TASK |
Look through the data below, tally the lines where "word" occurs, and write the total alone.

RECORDED DATA |
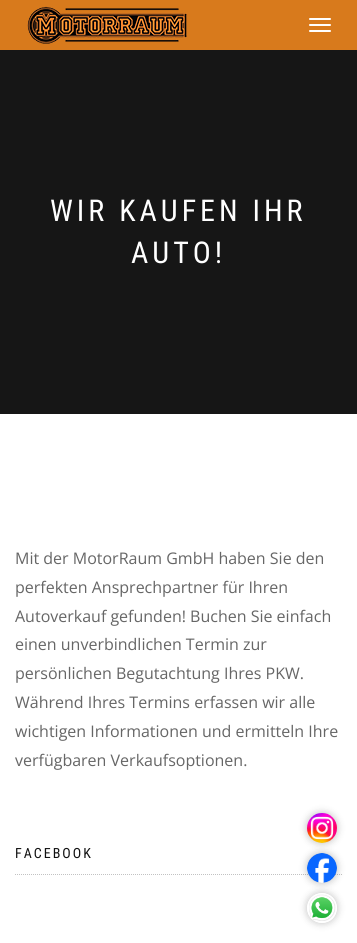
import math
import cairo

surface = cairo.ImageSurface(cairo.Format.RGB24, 357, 943)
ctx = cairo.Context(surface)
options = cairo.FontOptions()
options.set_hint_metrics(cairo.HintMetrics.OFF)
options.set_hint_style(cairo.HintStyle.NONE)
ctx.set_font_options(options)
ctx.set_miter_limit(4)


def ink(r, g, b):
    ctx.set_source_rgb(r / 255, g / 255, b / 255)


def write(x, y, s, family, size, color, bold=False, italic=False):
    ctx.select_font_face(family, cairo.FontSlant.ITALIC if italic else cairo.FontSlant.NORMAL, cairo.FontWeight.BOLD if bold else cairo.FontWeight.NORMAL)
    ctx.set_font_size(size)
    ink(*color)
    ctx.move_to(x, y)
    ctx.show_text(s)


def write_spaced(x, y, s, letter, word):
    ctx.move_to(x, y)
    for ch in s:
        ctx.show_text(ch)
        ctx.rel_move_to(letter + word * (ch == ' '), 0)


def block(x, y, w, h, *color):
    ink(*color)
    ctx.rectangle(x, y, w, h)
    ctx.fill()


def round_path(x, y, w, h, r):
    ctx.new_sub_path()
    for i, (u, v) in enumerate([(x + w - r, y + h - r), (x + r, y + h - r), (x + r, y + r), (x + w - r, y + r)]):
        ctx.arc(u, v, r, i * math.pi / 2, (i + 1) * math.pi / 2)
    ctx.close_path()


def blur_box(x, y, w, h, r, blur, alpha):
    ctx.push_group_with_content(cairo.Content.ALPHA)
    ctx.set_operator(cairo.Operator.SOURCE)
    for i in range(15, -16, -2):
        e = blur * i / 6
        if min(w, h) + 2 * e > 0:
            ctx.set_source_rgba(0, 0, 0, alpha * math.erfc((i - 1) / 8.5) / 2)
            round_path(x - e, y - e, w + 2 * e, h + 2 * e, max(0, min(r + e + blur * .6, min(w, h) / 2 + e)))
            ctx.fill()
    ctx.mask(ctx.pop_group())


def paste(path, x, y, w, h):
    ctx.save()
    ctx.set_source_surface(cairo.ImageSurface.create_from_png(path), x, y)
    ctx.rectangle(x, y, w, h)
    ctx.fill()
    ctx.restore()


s1 = dict(family="Open Sans", size=16, color=(102, 102, 102))

ink(255, 255, 255)
ctx.paint()
block(0, 0, 357, 50, 216, 122, 28)
paste("pic1.png", 27, 6, 160, 38)
ink(255, 255, 255)
round_path(309, 18, 22, 2, 1)
ctx.fill()
round_path(309, 24, 22, 2, 1)
ctx.fill()
round_path(309, 30, 22, 2, 1)
ctx.fill()
block(0, 50, 357, 364, 22, 22, 22)
ctx.select_font_face("Roboto Condensed")
ctx.set_font_size(30)
ink(255, 255, 255)
write_spaced(50, 221, "WIR KAUFEN IHR", 4, 0)
write_spaced(131, 263, "AUTO!", 4, 0)
write(15, 564, "Mit der MotorRaum GmbH haben Sie den", **s1)
write(15, 593, "perfekten Ansprechpartner für Ihren", **s1)
write(15, 622, "Autoverkauf gefunden! Buchen Sie einfach", **s1)
write(15, 650, "einen unverbindlichen Termin zur", **s1)
write(15, 679, "persönlichen Begutachtung Ihres PKW.", **s1)
write(15, 708, "Während Ihres Termins erfassen wir alle", **s1)
write(15, 737, "wichtigen Informationen und ermitteln Ihre", **s1)
write(15, 766, "verfügbaren Verkaufsoptionen.", **s1)
ctx.new_path()
ctx.move_to(15, 874.5)
ctx.line_to(342, 874.5)
ink(194, 194, 194)
ctx.set_line_width(1)
ctx.set_dash([1, 1])
ctx.stroke()
ctx.select_font_face("Roboto Condensed")
ctx.set_font_size(14)
ink(17, 17, 17)
write_spaced(15, 858, "FACEBOOK", 2, 0)
ctx.save()
ctx.set_fill_rule(cairo.FillRule.EVEN_ODD)
ctx.new_path()
ctx.move_to(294, 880)
ctx.line_to(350, 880)
ctx.line_to(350, 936)
ctx.line_to(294, 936)
ctx.close_path()
ctx.move_to(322, 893)
ctx.curve_to(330.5, 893, 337, 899.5, 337, 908)
ctx.curve_to(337, 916.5, 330.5, 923, 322, 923)
ctx.curve_to(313.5, 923, 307, 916.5, 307, 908)
ctx.curve_to(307, 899.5, 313.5, 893, 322, 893)
ctx.close_path()
ctx.clip()
ink(0, 0, 0)
blur_box(307, 893, 30, 30, 15, 4, 0.25)
ctx.restore()
paste("pic4.png", 309, 894, 27, 27)
ink(0, 0, 0)
blur_box(307, 853, 30, 30, 15, 4, 0.25)
paste("pic3.png", 307, 853, 30, 30)
blur_box(307, 813, 30, 30, 15, 4, 0.25)
paste("pic2.png", 307, 813, 30, 30)
surface.write_to_png("screenshot.png")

ANSWER BOX |
2